● **EXERCISE AIM**:
Omit the images and return the remaining entries unchanged.

* * * * * * * * *

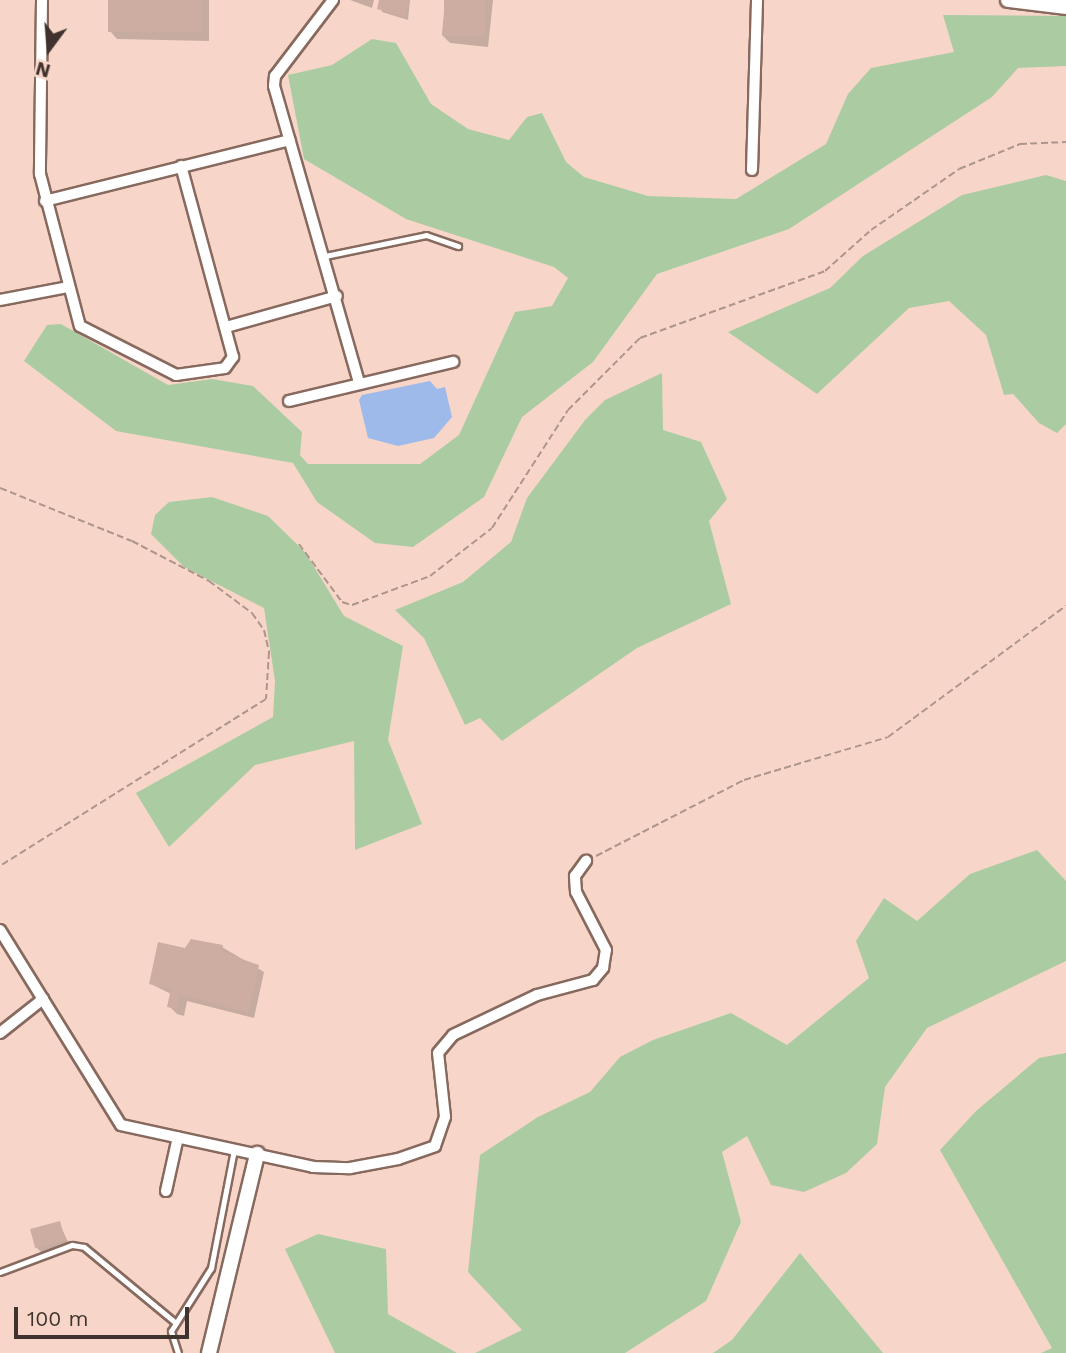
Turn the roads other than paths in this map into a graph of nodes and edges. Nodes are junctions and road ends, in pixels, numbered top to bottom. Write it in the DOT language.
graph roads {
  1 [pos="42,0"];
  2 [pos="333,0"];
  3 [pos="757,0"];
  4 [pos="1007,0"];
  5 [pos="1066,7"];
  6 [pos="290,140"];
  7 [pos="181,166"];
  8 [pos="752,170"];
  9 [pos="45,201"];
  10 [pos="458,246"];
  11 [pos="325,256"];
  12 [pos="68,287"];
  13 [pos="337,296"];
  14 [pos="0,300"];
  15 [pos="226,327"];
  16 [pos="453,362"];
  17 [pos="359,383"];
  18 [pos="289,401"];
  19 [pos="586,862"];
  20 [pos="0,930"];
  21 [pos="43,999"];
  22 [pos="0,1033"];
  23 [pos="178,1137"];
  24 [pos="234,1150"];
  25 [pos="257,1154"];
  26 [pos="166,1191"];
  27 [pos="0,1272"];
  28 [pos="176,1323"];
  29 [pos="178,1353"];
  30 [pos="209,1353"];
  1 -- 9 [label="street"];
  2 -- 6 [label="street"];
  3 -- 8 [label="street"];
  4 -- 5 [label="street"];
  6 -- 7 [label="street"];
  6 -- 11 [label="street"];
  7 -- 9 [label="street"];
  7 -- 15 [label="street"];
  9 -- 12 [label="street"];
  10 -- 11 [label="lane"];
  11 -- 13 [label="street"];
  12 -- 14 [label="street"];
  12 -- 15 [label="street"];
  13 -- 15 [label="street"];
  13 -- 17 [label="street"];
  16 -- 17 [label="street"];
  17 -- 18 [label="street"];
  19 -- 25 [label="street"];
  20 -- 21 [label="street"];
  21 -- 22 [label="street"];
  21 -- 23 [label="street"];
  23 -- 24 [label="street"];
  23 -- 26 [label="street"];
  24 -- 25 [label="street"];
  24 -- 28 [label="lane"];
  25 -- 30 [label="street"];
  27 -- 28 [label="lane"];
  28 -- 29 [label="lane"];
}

* * * * * * * * *

● **ANSWER BOX**:
Turn the roads other than paths in this map into a graph of nodes and edges. Nodes are junctions and road ends, in pixels, numbered top to bottom. Write it in the DOT language.
graph roads {
  1 [pos="42,0"];
  2 [pos="333,0"];
  3 [pos="757,0"];
  4 [pos="1007,0"];
  5 [pos="1066,7"];
  6 [pos="290,140"];
  7 [pos="181,166"];
  8 [pos="752,170"];
  9 [pos="45,201"];
  10 [pos="458,246"];
  11 [pos="325,256"];
  12 [pos="68,287"];
  13 [pos="337,296"];
  14 [pos="0,300"];
  15 [pos="226,327"];
  16 [pos="453,362"];
  17 [pos="359,383"];
  18 [pos="289,401"];
  19 [pos="586,862"];
  20 [pos="0,930"];
  21 [pos="43,999"];
  22 [pos="0,1033"];
  23 [pos="178,1137"];
  24 [pos="234,1150"];
  25 [pos="257,1154"];
  26 [pos="166,1191"];
  27 [pos="0,1272"];
  28 [pos="176,1323"];
  29 [pos="178,1353"];
  30 [pos="209,1353"];
  1 -- 9 [label="street"];
  2 -- 6 [label="street"];
  3 -- 8 [label="street"];
  4 -- 5 [label="street"];
  6 -- 7 [label="street"];
  6 -- 11 [label="street"];
  7 -- 9 [label="street"];
  7 -- 15 [label="street"];
  9 -- 12 [label="street"];
  10 -- 11 [label="lane"];
  11 -- 13 [label="street"];
  12 -- 14 [label="street"];
  12 -- 15 [label="street"];
  13 -- 15 [label="street"];
  13 -- 17 [label="street"];
  16 -- 17 [label="street"];
  17 -- 18 [label="street"];
  19 -- 25 [label="street"];
  20 -- 21 [label="street"];
  21 -- 22 [label="street"];
  21 -- 23 [label="street"];
  23 -- 24 [label="street"];
  23 -- 26 [label="street"];
  24 -- 25 [label="street"];
  24 -- 28 [label="lane"];
  25 -- 30 [label="street"];
  27 -- 28 [label="lane"];
  28 -- 29 [label="lane"];
}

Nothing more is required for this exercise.